诺诺听着这话,整个人像是被抽走了最后一丝力气一般,她的神情有些涣散,嘴里喃喃地说道:“难道就这样一直等着吗?我怎么能做到呢……”
“你放心吧,路明非那家伙可珍惜自己的小命了,他绝对不会让自己出事的。等他准备好了一切,肯定会主动来找你的。”安室透看着诺诺这样子,也有点不忍心,但还是试图劝说几句。然而,当他伸手想要夺过诺诺手中的打火机时,却发现诺诺早已将手撤了回去。
诺诺紧紧握着打火机,目光坚定而决绝,声音带着一丝颤抖地质问安室透:“不对,你不可能知道这些,告诉我,他现在在哪里?”
面对诺诺的质问,安室透一时语塞,不知如何回答。
他的确不知道路明非此刻身在何处,除了之前通过聊天芯片有过交流外,他们再也没有真正见过面先不说。

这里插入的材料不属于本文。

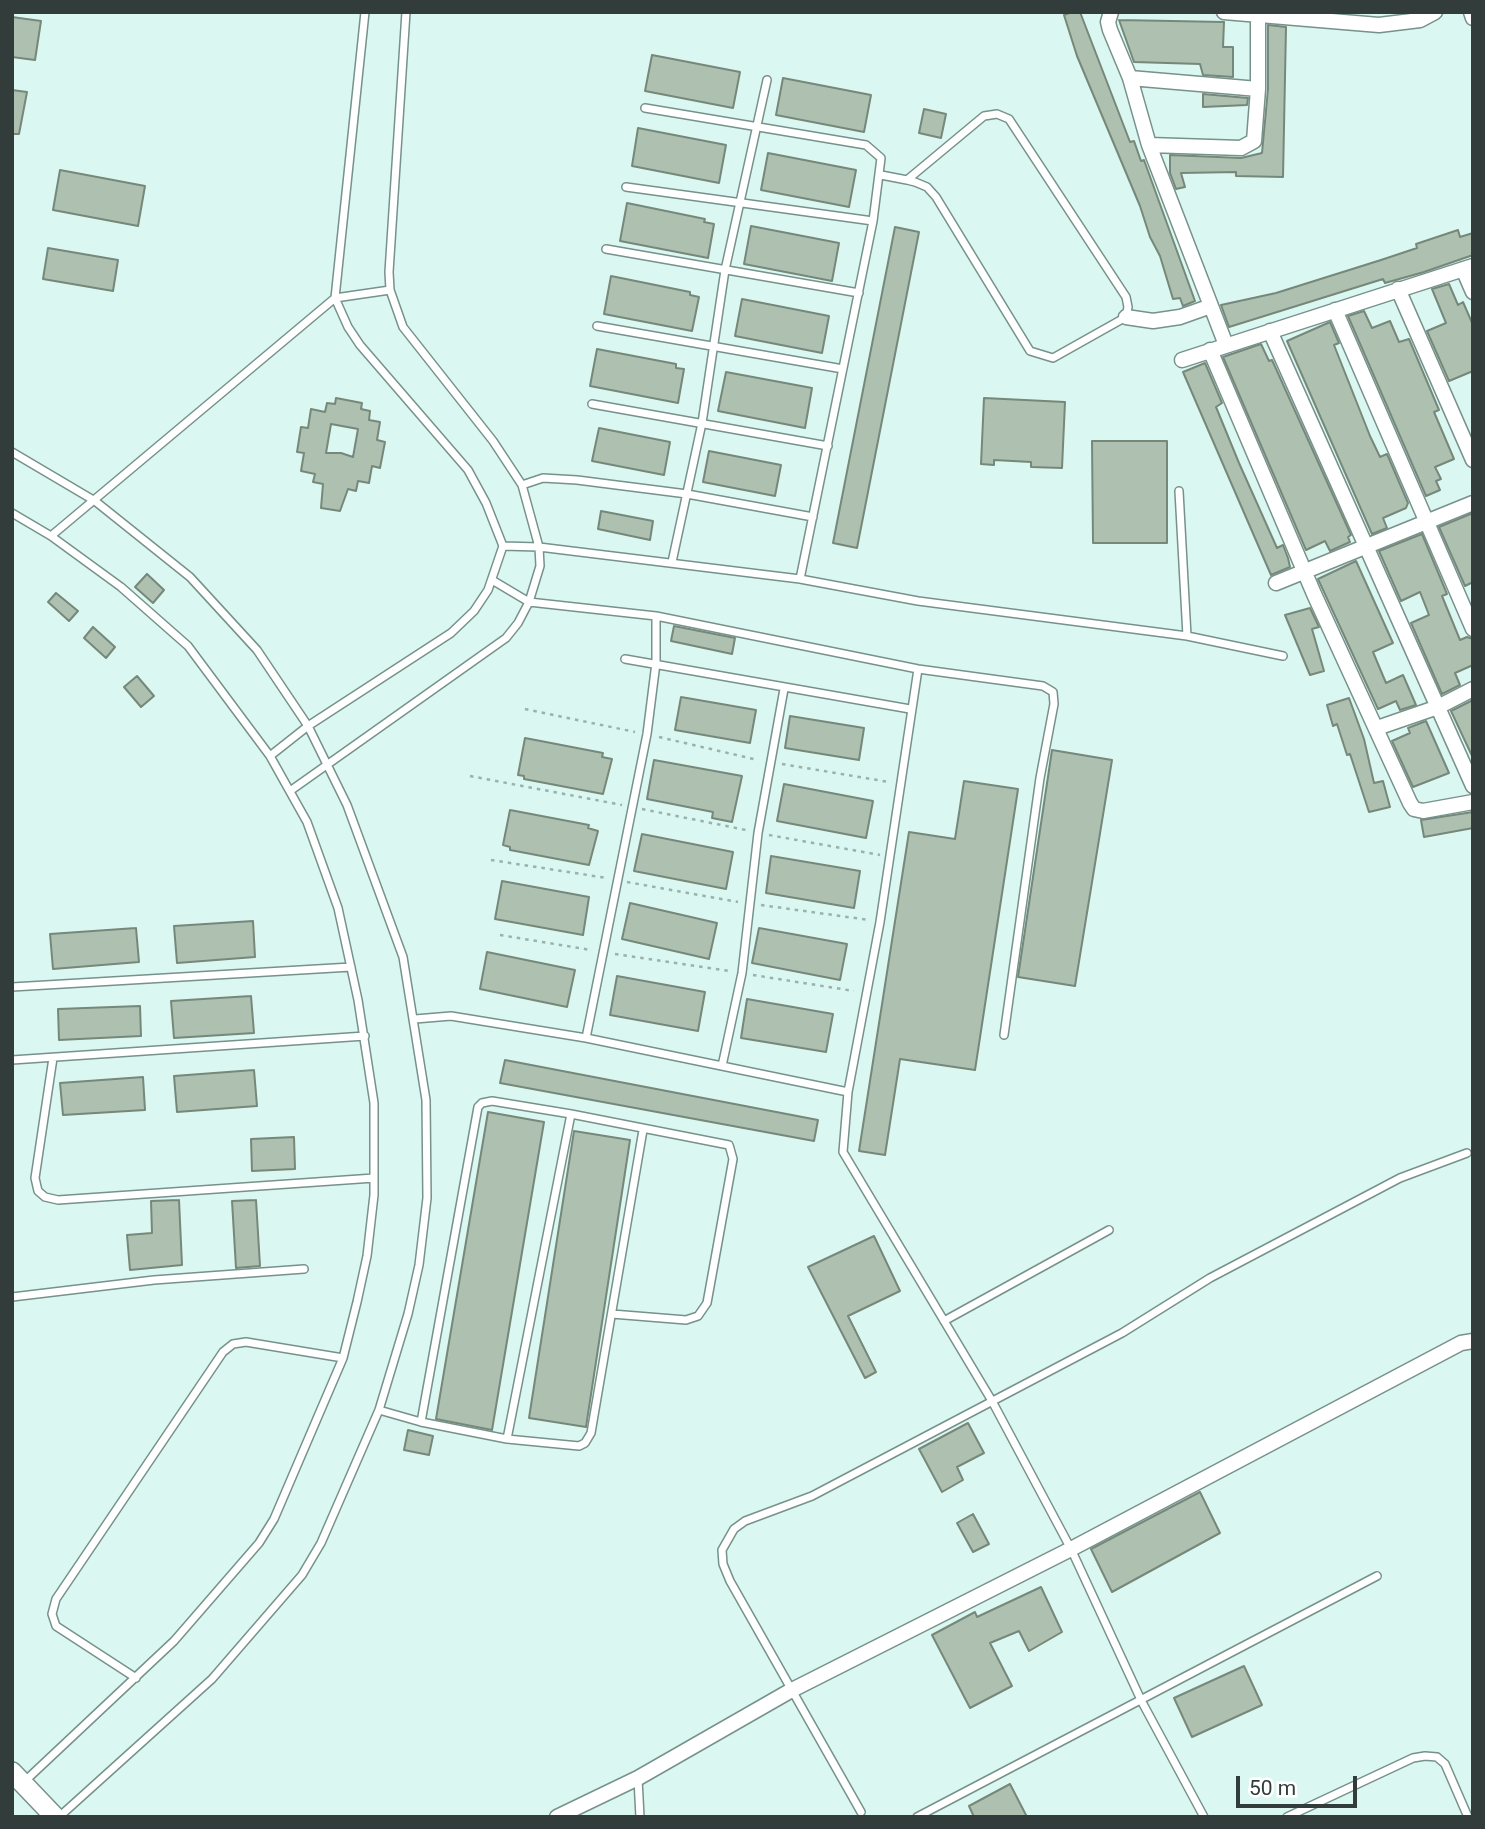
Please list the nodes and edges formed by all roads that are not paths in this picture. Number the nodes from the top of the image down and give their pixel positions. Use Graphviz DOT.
graph roads {
  1 [pos="365,12"];
  2 [pos="406,12"];
  3 [pos="1111,12"];
  4 [pos="1224,12"];
  5 [pos="1434,12"];
  6 [pos="1471,12"];
  7 [pos="1258,13"];
  8 [pos="1473,18"];
  9 [pos="1130,78"];
  10 [pos="767,80"];
  11 [pos="1258,89"];
  12 [pos="645,108"];
  13 [pos="755,128"];
  14 [pos="1149,145"];
  15 [pos="881,175"];
  16 [pos="907,180"];
  17 [pos="626,187"];
  18 [pos="740,203"];
  19 [pos="873,221"];
  20 [pos="606,249"];
  21 [pos="1468,267"];
  22 [pos="725,270"];
  23 [pos="1398,289"];
  24 [pos="390,290"];
  25 [pos="1473,292"];
  26 [pos="859,293"];
  27 [pos="335,298"];
  28 [pos="1211,306"];
  29 [pos="1335,310"];
  30 [pos="1125,317"];
  31 [pos="597,326"];
  32 [pos="1270,331"];
  33 [pos="1226,345"];
  34 [pos="714,347"];
  35 [pos="1210,350"];
  36 [pos="1182,360"];
  37 [pos="843,369"];
  38 [pos="592,404"];
  39 [pos="702,423"];
  40 [pos="828,446"];
  41 [pos="12,452"];
  42 [pos="1473,460"];
  43 [pos="522,485"];
  44 [pos="1179,491"];
  45 [pos="687,494"];
  46 [pos="95,501"];
  47 [pos="1473,503"];
  48 [pos="12,513"];
  49 [pos="813,517"];
  50 [pos="1426,522"];
  51 [pos="51,536"];
  52 [pos="503,546"];
  53 [pos="1368,546"];
  54 [pos="539,547"];
  55 [pos="672,562"];
  56 [pos="1306,572"];
  57 [pos="800,579"];
  58 [pos="492,580"];
  59 [pos="1276,583"];
  60 [pos="529,602"];
  61 [pos="656,616"];
  62 [pos="1473,629"];
  63 [pos="1186,636"];
  64 [pos="1283,656"];
  65 [pos="625,659"];
  66 [pos="656,663"];
  67 [pos="918,669"];
  68 [pos="784,689"];
  69 [pos="1473,689"];
  70 [pos="1438,707"];
  71 [pos="910,709"];
  72 [pos="308,726"];
  73 [pos="1377,728"];
  74 [pos="270,756"];
  75 [pos="329,763"];
  76 [pos="1473,786"];
  77 [pos="290,791"];
  78 [pos="1473,802"];
  79 [pos="351,967"];
  80 [pos="12,987"];
  81 [pos="415,1019"];
  82 [pos="1004,1035"];
  83 [pos="365,1036"];
  84 [pos="586,1038"];
  85 [pos="53,1058"];
  86 [pos="12,1060"];
  87 [pos="722,1066"];
  88 [pos="848,1092"];
  89 [pos="570,1114"];
  90 [pos="643,1130"];
  91 [pos="1466,1153"];
  92 [pos="374,1178"];
  93 [pos="1109,1230"];
  94 [pos="304,1269"];
  95 [pos="12,1297"];
  96 [pos="611,1314"];
  97 [pos="944,1321"];
  98 [pos="1473,1341"];
  99 [pos="343,1358"];
  100 [pos="992,1401"];
  101 [pos="379,1410"];
  102 [pos="421,1422"];
  103 [pos="507,1439"];
  104 [pos="1071,1549"];
  105 [pos="1377,1576"];
  106 [pos="136,1678"];
  107 [pos="790,1691"];
  108 [pos="1142,1702"];
  109 [pos="18,1777"];
  110 [pos="638,1778"];
  111 [pos="861,1812"];
  112 [pos="57,1817"];
  113 [pos="557,1817"];
  114 [pos="640,1817"];
  115 [pos="917,1817"];
  116 [pos="1203,1817"];
  117 [pos="1287,1817"];
  118 [pos="1468,1817"];
  1 -- 27 [label="lane"];
  2 -- 24 [label="lane"];
  3 -- 9 [label="street"];
  4 -- 7 [label="street"];
  5 -- 7 [label="street"];
  6 -- 8 [label="street"];
  7 -- 11 [label="street"];
  9 -- 11 [label="street"];
  9 -- 14 [label="street"];
  10 -- 13 [label="lane"];
  11 -- 14 [label="street"];
  12 -- 13 [label="lane"];
  13 -- 15 [label="lane"];
  13 -- 18 [label="lane"];
  14 -- 28 [label="street"];
  15 -- 16 [label="lane"];
  15 -- 19 [label="lane"];
  16 -- 30 [label="lane"];
  16 -- 30 [label="lane"];
  17 -- 18 [label="lane"];
  18 -- 19 [label="lane"];
  18 -- 22 [label="lane"];
  19 -- 26 [label="lane"];
  20 -- 22 [label="lane"];
  21 -- 23 [label="street"];
  21 -- 25 [label="street"];
  22 -- 26 [label="lane"];
  22 -- 34 [label="lane"];
  23 -- 29 [label="street"];
  23 -- 42 [label="street"];
  24 -- 27 [label="lane"];
  24 -- 43 [label="lane"];
  26 -- 37 [label="lane"];
  27 -- 46 [label="lane"];
  27 -- 52 [label="lane"];
  28 -- 30 [label="street"];
  28 -- 33 [label="street"];
  29 -- 32 [label="street"];
  29 -- 50 [label="street"];
  31 -- 34 [label="lane"];
  32 -- 33 [label="street"];
  32 -- 53 [label="street"];
  33 -- 35 [label="street"];
  34 -- 37 [label="lane"];
  34 -- 39 [label="lane"];
  35 -- 36 [label="street"];
  35 -- 56 [label="street"];
  37 -- 40 [label="lane"];
  38 -- 39 [label="lane"];
  39 -- 40 [label="lane"];
  39 -- 45 [label="lane"];
  40 -- 49 [label="lane"];
  41 -- 46 [label="lane"];
  43 -- 45 [label="lane"];
  43 -- 54 [label="lane"];
  44 -- 63 [label="lane"];
  45 -- 49 [label="lane"];
  45 -- 55 [label="lane"];
  46 -- 51 [label="lane"];
  46 -- 72 [label="lane"];
  47 -- 50 [label="street"];
  48 -- 51 [label="lane"];
  49 -- 57 [label="lane"];
  50 -- 53 [label="street"];
  50 -- 62 [label="street"];
  51 -- 74 [label="lane"];
  52 -- 54 [label="lane"];
  52 -- 58 [label="lane"];
  53 -- 56 [label="street"];
  53 -- 70 [label="street"];
  54 -- 55 [label="lane"];
  54 -- 60 [label="lane"];
  55 -- 57 [label="lane"];
  56 -- 59 [label="street"];
  56 -- 73 [label="street"];
  57 -- 63 [label="lane"];
  58 -- 60 [label="lane"];
  58 -- 72 [label="lane"];
  60 -- 61 [label="lane"];
  60 -- 75 [label="lane"];
  61 -- 66 [label="lane"];
  61 -- 67 [label="lane"];
  63 -- 64 [label="lane"];
  65 -- 66 [label="lane"];
  66 -- 68 [label="lane"];
  66 -- 84 [label="lane"];
  67 -- 71 [label="lane"];
  67 -- 82 [label="lane"];
  68 -- 71 [label="lane"];
  68 -- 87 [label="lane"];
  69 -- 70 [label="street"];
  70 -- 73 [label="street"];
  70 -- 76 [label="street"];
  71 -- 88 [label="lane"];
  72 -- 74 [label="lane"];
  72 -- 75 [label="lane"];
  73 -- 78 [label="street"];
  74 -- 77 [label="lane"];
  75 -- 77 [label="lane"];
  75 -- 81 [label="lane"];
  77 -- 79 [label="lane"];
  79 -- 80 [label="lane"];
  79 -- 83 [label="lane"];
  81 -- 84 [label="lane"];
  81 -- 101 [label="lane"];
  83 -- 85 [label="lane"];
  83 -- 92 [label="lane"];
  84 -- 87 [label="lane"];
  85 -- 86 [label="lane"];
  85 -- 92 [label="lane"];
  87 -- 88 [label="lane"];
  88 -- 97 [label="lane"];
  89 -- 90 [label="lane"];
  89 -- 102 [label="lane"];
  89 -- 103 [label="lane"];
  90 -- 96 [label="lane"];
  90 -- 96 [label="lane"];
  91 -- 100 [label="lane"];
  92 -- 99 [label="lane"];
  93 -- 97 [label="lane"];
  94 -- 95 [label="lane"];
  96 -- 103 [label="lane"];
  97 -- 100 [label="lane"];
  98 -- 104 [label="street"];
  99 -- 106 [label="lane"];
  99 -- 106 [label="lane"];
  100 -- 104 [label="lane"];
  100 -- 107 [label="lane"];
  101 -- 102 [label="lane"];
  101 -- 112 [label="lane"];
  102 -- 103 [label="lane"];
  104 -- 107 [label="street"];
  104 -- 108 [label="lane"];
  105 -- 108 [label="lane"];
  106 -- 109 [label="lane"];
  107 -- 110 [label="street"];
  107 -- 111 [label="lane"];
  108 -- 115 [label="lane"];
  108 -- 116 [label="lane"];
  109 -- 112 [label="main road"];
  110 -- 113 [label="street"];
  110 -- 114 [label="lane"];
  117 -- 118 [label="lane"];
}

而且每次通话,还都是路明非主动发起,属于单线通讯,哪怕自己想联系对方也根本联系不上。
如果看着眼前这位丽人,一团恼怒火焰不由从心底升起,真的是一对颠公颠婆,自己怎么会跟他们认识。
不由解开了自己外套,好让自己可以缓缓说道:“我是真的不知道路明非在哪,你要是不信。”
安室透气不打一处直接摊牌,将路明非交给他的手机,通话芯片,以及一系列可以证明他身份的东西都摆在了她的面前:“所有东西都在这,我没必要骗你,而且你不是会侧写嘛,来对我用,我给你讲述,里面是真是假,你应该比我更加清楚事实。”
说罢,也没在乎诺诺的想法,开始将他所知道的所有事情全数脱口而出,比如在从四国回来的路上,他们两人调换身份等一系列的事。
也是从那个时候开始,路明非和他之间除了电话联系以外,并没有了任何交集。
诺诺听着他话的意思,也是将这件事的前因后果理清,最终留下一句:“我陪你一块去北海道。”
安室透很显然没有想到诺诺转变的这么快,不由小心提醒了一句:“我并不确定他在,但是我要告诉你一件不好的消息,根据前几日一条隧道前曾经发生过一场车祸,而那次出事的车,便是我帮路明非找到。”
可这一刻诺诺脸上哪还有之前那副受委屈的模样,她的眼神当中更多的是释然:“现在算是和我收集到信息对上了,果然你们忙着我做了很多事,放心我知道你想说些什么,他没那么容易死。”
“我本来还想说那具尸体并不是路明非的,看样子是不要了,不过这些应该都是他计划的一部分,所以你就应该好好待在这里,等着他回来嘛?”安室透说着,还想从她手中夺回打火机,诺诺却是极为随意的将其抛了过去道:“你放心,我可没有自虐倾向。
但被动等待可不是我诺诺的性格。”
安室透听着懵了,直到感受到手中打火机的重量,这才后知后觉的反应过来,自己被耍了。
这种类型的打火机通常需要里面的棉花来吸附汽油,以便点火时使用。
但安室透手中的打火机显然已经被人动了手脚,里面的棉花不见了,这意味着它根本无法点燃酒精。安室透无奈地跟在诺诺身后,语气中带着一丝苦笑:
诺诺停下了脚步,转过身来,她的眼神中带着一丝不屑:“挺没意思,就好比你和路明非背着我做的那些事。”
安室透急忙辩解,试图和路明非撇清关系:“别别别,可别将我和他混为一谈,我只是帮了他一个小忙。”
诺诺并不买账,她冷冷地回应:“小忙吗?所以你还不是在陪他演我。”
安室透意识到自己的辩解无济于事,只能承认:“没想到还是这么早被你察觉出来了。”
诺诺边走边整理自己的妆容,她的动作优雅而自信:“既然你都这么说了,我也和你透个底,在我看见你的第一眼,就知道你不是他。”
安室透回想起之前发生的一切,他意识到诺诺从一开始就已经识破了他的伪装。他不由自主地问:“那你……”
诺诺打断了他的话:“若不是他的所有联系方式,身份信息都指向你,怕你察觉到异常跑路,我早就没有兴趣陪你演这些了。”